Well, I've been slacking on blogging the past few weeks. However, with the upcoming week ahead of me, there is much I have to say. For those that aren't aware, Monday marks my last first day as a student. Sure once I graduate in May as a teacher I will have dozens more first days of school, but never again as a student. Excited? Yes. Scared? Yes, well more like flipping out. This fall semester will consist of me taking 19 hours, in other words.... I am going to be a zombie for almost 5 months. But, it is my last semester of classes so I know I can do it. When spring rolls around, I will be student teaching. Two words sum up my feelings for student teaching... What? Already? Yes. I am soon to be responsible for educating young minds, don't worry my panic attack is only mild right now.
Anyway, one of my yoga teachers has been stressing the fact that we as humans tend to go numb. We do this in different areas of our life. We go numb to shut out feelings, whether they be joy (because we think we don't deserve it), fear, anger, sadness, or stress. This is a learned thing for people in society. The mentality, "If I don't let myself feel it, it isn't a problem. It will go away." WRONG. Let me bear witness that I have been numbing myself toward several areas of my life because I didn't (and still don't completely) want to deal with the emotions that coincide with thinking about such areas. I won't bore you with all numb areas I have been dealing with, but I will give an example.
As I said before, I am excited about being a senior in college and finally making it to the end of a big chapter in my life. However, I'm scared to death. After I graduate I have to get a job, start paying all my bills, find my own place to live, become an adult. I know that this is a natural process in life that everyone goes through, and it is not that I think that I can't do it, because I can. But, it is sad. My mom is my best friend, I love being at home with my family. I enjoy cooking dinner for them on weekends and sleeping across the hall from my sister. Not to say once I graduate that I can't do all this from time to time, but it will be different. I am not a fan of change and when change approaches, it takes me a while to finally accept it.
So, I subconciously made the decision not to think about any of it. When people would ask if I am excited about graduating, I would say yes and change subjects. I didn't want to talk about it. Thanks to my yoga teacher confronting the class week after week about feeling and searching for the areas in our lives that we have numbed, it finally hit me. I'm in denial about the new chapter that is upcoming in my life. When I got in my car after class this past week, I let myself feel all the emotions that I have been swallowing for so long. And, I cried. I cried for a good ten minutes. And I felt better. When I went to bed last night, I cried some more. But, I cried because I needed to. Not because I am weak as I have let myself believe most of my life and not because I am sad about the exciting year I have ahead. But because when I was finally willing to choke up the emotions I was numbing myself to, they needed to come out. So, cry I did. And I'm not the least bit ashamed for telling you that I did, and probably will again.

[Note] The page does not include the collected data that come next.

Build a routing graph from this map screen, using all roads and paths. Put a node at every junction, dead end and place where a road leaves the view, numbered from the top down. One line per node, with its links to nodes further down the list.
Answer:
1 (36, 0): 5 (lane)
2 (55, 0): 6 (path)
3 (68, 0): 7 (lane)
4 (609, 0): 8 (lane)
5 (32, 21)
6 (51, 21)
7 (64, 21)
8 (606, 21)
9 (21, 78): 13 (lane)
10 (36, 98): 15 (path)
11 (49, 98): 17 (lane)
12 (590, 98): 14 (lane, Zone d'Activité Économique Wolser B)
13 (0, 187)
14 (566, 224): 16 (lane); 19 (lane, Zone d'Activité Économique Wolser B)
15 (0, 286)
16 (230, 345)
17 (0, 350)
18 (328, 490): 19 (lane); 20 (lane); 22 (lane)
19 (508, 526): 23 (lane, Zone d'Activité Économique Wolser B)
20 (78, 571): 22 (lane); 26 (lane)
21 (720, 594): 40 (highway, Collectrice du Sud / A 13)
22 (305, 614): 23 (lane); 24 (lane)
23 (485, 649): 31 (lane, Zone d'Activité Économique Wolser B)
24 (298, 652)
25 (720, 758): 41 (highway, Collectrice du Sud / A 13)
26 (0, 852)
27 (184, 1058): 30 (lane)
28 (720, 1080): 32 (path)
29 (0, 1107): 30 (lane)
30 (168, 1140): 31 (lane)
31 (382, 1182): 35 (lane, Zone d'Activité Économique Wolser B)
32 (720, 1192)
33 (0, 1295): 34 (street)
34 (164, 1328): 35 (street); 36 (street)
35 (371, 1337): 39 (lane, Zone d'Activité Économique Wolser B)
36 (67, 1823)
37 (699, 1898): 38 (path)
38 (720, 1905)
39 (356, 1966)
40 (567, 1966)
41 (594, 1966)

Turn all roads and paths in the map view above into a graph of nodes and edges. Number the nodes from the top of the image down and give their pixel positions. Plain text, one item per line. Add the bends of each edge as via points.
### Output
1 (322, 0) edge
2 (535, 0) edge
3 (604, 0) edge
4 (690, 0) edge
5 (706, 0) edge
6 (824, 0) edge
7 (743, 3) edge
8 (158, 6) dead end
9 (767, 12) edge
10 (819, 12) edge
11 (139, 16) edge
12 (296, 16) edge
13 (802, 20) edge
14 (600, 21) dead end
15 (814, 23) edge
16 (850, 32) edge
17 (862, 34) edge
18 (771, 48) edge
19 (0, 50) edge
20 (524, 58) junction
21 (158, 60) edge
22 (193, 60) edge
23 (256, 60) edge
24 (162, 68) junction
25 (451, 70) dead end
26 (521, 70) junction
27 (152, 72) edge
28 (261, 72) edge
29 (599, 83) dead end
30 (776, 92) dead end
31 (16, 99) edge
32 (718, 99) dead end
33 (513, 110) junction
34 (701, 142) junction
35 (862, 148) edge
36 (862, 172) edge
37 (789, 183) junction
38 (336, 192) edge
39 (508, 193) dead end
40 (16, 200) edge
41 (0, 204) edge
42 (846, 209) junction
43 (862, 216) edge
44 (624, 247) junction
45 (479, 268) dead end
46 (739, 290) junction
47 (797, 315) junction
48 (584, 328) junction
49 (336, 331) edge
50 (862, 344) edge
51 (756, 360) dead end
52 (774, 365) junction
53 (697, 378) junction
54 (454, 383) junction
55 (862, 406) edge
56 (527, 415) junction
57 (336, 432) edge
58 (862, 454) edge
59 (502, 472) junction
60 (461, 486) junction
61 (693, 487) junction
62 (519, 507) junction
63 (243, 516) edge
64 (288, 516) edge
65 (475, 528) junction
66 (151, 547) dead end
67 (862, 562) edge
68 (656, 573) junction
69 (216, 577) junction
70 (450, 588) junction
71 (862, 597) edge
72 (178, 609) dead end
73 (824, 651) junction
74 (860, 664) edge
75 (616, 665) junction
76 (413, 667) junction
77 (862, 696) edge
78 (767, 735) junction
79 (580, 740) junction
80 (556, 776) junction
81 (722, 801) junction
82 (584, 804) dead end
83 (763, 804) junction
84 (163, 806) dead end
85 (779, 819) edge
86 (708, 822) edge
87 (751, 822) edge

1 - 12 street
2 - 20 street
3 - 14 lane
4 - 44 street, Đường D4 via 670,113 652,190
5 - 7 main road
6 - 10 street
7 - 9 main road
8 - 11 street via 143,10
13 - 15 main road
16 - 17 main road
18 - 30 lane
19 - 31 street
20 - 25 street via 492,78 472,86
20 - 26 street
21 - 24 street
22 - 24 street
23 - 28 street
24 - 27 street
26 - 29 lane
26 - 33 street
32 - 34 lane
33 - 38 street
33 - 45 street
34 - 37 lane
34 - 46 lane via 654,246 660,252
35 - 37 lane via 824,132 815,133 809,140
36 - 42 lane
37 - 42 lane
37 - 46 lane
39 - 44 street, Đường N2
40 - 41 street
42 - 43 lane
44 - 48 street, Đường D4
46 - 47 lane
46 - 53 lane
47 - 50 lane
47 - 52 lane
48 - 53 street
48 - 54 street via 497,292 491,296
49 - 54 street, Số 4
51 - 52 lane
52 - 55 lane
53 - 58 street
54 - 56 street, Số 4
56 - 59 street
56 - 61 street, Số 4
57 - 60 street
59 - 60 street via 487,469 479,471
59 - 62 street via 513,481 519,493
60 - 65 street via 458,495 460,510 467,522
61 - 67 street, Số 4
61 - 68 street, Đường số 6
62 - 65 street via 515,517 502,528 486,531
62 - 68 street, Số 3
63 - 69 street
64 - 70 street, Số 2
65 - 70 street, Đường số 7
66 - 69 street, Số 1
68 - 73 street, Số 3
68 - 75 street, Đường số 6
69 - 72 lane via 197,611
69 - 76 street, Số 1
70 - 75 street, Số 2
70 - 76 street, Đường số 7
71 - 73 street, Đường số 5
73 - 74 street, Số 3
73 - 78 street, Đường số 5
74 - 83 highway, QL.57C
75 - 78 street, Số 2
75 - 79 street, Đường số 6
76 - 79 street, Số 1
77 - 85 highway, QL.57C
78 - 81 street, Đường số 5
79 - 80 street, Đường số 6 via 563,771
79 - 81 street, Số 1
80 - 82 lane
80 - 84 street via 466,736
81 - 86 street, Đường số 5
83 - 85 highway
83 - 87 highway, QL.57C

Not only did facing what I needed to in my life make me feel better emotionally, but physically I felt better as well. I have had a dagger-like pain in my back underneath one of my shoulder blade for weeks. I stretched it in yoga, got a massage, ran mile after mile to loosen it up, and took days off to allow it to relax. Didn't matter what I did, the pain wouldn't go away. Ironically, as soon as I let myself cry and feel, that pain went away. I feel it was God's way of telling me to meet him in prayer, trust Him, and know that I had to live my life truthfully rather than hiding away aspects I wasn't ready to deal with.
I am in no way perfect and far from being at piece with every area in my life, but I wanted to share this with you in hopes that if you read this and are having some places in your life that you just choose not to feel that you would WAKE UP those emotions and face them. Cry if you have to, Scream if you need to, do whatever it is to let those emotions be felt so that you can begin to feel better. I share personal things in complete humility, knowing that I do not know everything (or anything even close to everything) but because I hope to influence others positively the way I have been blessed to be.